Rz. 211

Vor Ausübung des Wahlrechts zwischen den drei Haftungsansprüchen (siehe Rdn  63 f.) müssen sorgfältig die Vor- und Nachteile abgewogen werden.[571] Die Minderung steht statt Rücktritt zur Wahl (§ 441 Abs. 1 BGB). Mit wirksamem Rücktritt entfallen das Wahlrecht und das Recht auf Minderung.[572] Es lebt wieder auf, wenn weitere Mängel entdeckt werden. Soll dann zum Rücktritt übergegangen werden, muss erneut Fristsetzung zur Nachbesserung erfolgen, wenn die Mängel behebbar sind.[573] Falls der Verkäufer die Wirksamkeit des Rücktritts bestreitet, z.B. weil angeblich keine erhebliche Pflichtverletzung vorliegt, kann ausnahmsweise der Übergang zum Minderungsrecht gem. § 242 BGB wegen widersprüchlichen Verhaltens in Betracht kommen.[574] Es wird daher auch empfohlen, bei Zweifeln bezüglich der Erheblichkeit der Pflichtverletzung hilfsweise zum Rücktritt auch die Minderung zu erklären,[575] die auch bei unerheblichen Mängeln greift (vgl. auch Rdn 133, 206). Das ist z.B. besonders wichtig bei einem Kraftstoffmehrverbrauch von unter 10 %, da ein Rücktritt dann nicht zulässig ist (vgl. Rdn 139).[576]

 

Rz. 212

Vor der Rücktrittserklärung muss der anwaltliche Berater die Folgen einer möglichen oder bereits eingetretenen Verschlechterung oder eines Untergangs der Kaufsache (siehe Rdn 173 f.) sowie die voraussichtliche Leistung des Fahrzeugs bzw. Verfahrensdauer (siehe Rdn 186 ff.) im Auge behalten. Auch bei hohen Vertragskosten, wie z.B. für eine Gebrauchtwagengarantie,[577] kann der Rücktritt der ungünstigere Rechtsbehelfe als die Nacherfüllung oder die Minderung sein, da Vertragskosten im Rahmen des Rücktritts nicht ersetzt werden (siehe Rdn 183 ff.), sondern nur als Schadensersatz (siehe Rdn 231).

 

Rz. 213

Lehnt der Verkäufer die Nacherfüllung wegen unverhältnismäßig hoher Kosten ab (siehe Rdn 108), hat der Käufer das zusätzliche Prozessrisiko, dass ein Gericht die Auffassung des Verkäufers teilt, so dass trotz Sachmangels die Klage abgewiesen wird. Es sollte also immer hilfsweise Rücktritt, Minderung oder/und Schadensersatz in Form eines Hilfsantrags eingeklagt werden. Dennoch drohen Kostennachteile, wenn nur dem Hilfsantrag stattgegeben wird.

 

Rz. 214

 

Praxistipp

Aus den vorgenannten Gründen sollte bei Zweifeln bezüglich der Erheblichkeit der Pflichtverletzung hilfsweise zum Rücktritt auch die Minderung erklärt werden und bei Zweifeln bezüglich der Verhältnismäßigkeit der Nachbesserungskosten hilfsweise zur Nacherfüllung auch Rücktritt oder Minderung bzw. Schadensersatz geltend gemacht und im Wege eines Hilfsantrags eingeklagt werden.

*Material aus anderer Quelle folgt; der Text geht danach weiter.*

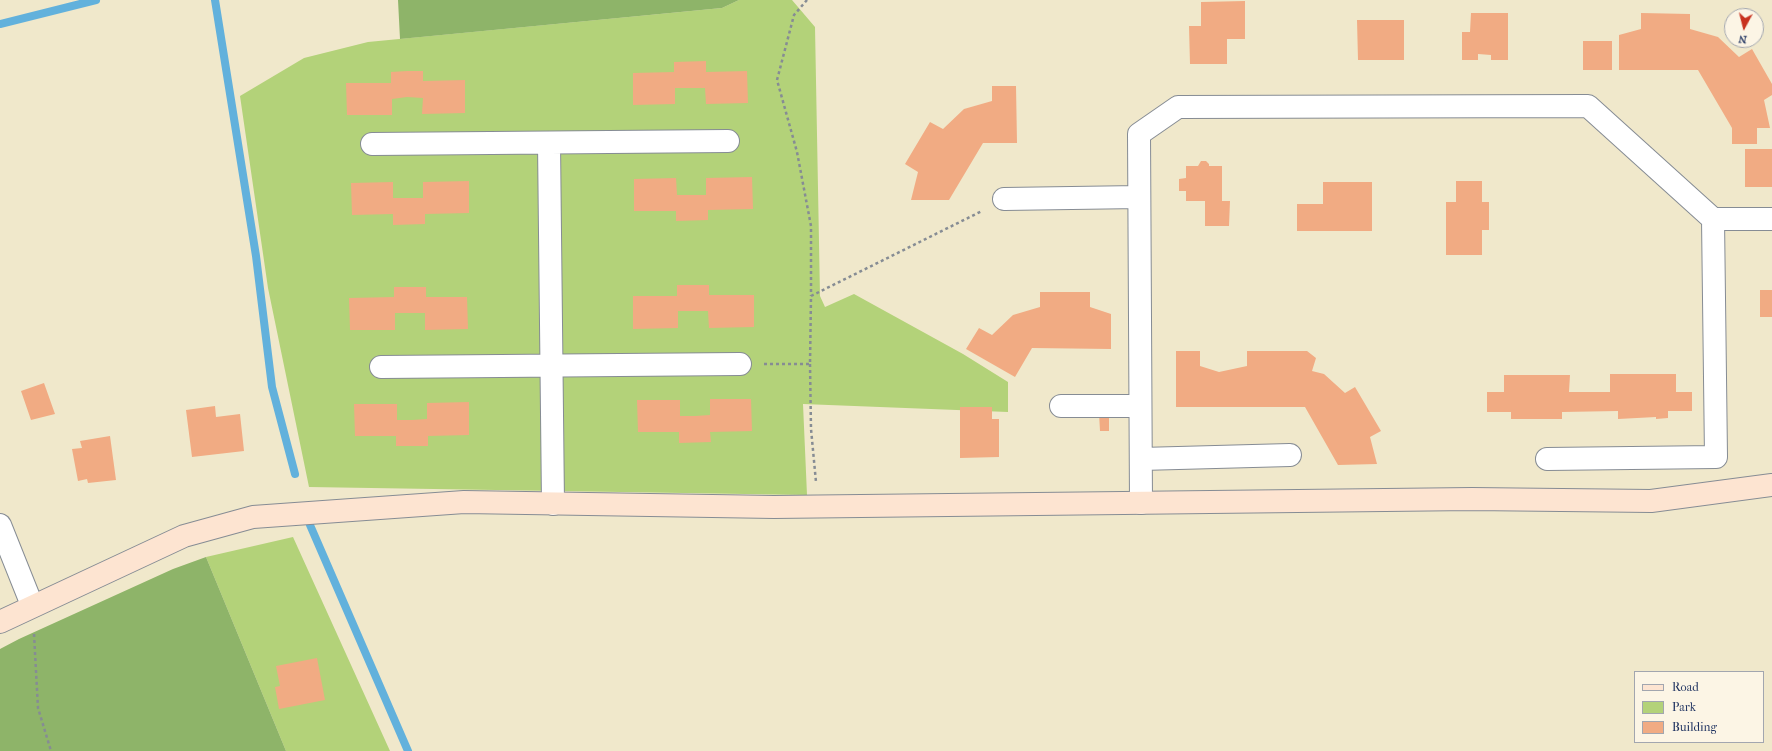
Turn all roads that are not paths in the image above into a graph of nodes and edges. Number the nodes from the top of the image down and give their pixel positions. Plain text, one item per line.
1 (728, 141) dead end
2 (549, 142) junction
3 (372, 144) dead end
4 (1139, 197) junction
5 (1004, 199) road end
6 (1713, 219) junction
7 (1772, 219) edge
8 (740, 364) road end
9 (551, 366) junction
10 (381, 367) dead end
11 (1060, 406) dead end
12 (1140, 406) junction
13 (1290, 456) dead end
14 (1547, 458) dead end
15 (1141, 459) junction
16 (1772, 485) edge
17 (1141, 503) junction
18 (553, 504) junction
19 (0, 525) edge
20 (32, 605) junction
21 (0, 622) edge

1 - 2 street
2 - 3 street
2 - 9 street
4 - 5 street
4 - 6 street
4 - 12 street
6 - 7 street
6 - 14 street
8 - 9 street
9 - 10 street
9 - 18 street
11 - 12 street
12 - 15 street
13 - 15 street
15 - 17 street
16 - 17 street
17 - 18 street
18 - 20 street
19 - 20 street
20 - 21 street

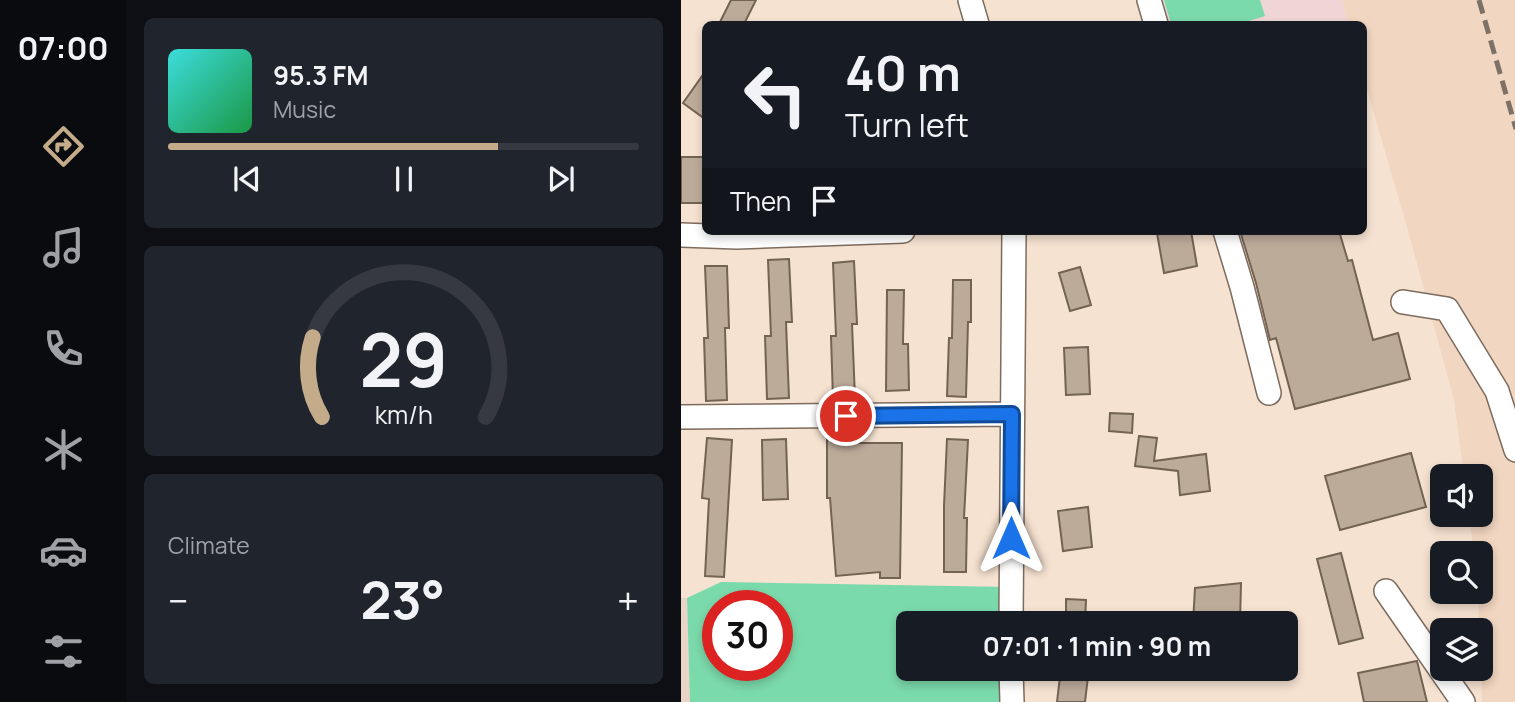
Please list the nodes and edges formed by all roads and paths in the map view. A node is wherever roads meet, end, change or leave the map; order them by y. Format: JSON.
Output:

[571] Hierzu Motsch, JR 2002, 221; MüKo/Westermann, § 437 Rn 50 f.
[572] Boerner, ZIP 2001, 2264, 2279; Derleder, NJW 2003, 998.
[573] KG DAR 2010, 267.
[574] Westenbruch, JZ 2002, 862; Palandt/Weidenkaff, § 437 Rn 27.
[575] Reinking, DAR 2002, 15, 20.
[576] LG Kiel DAR 2017, 41.
[577] OLG Düsseldorf NJW-RR 1997, 431.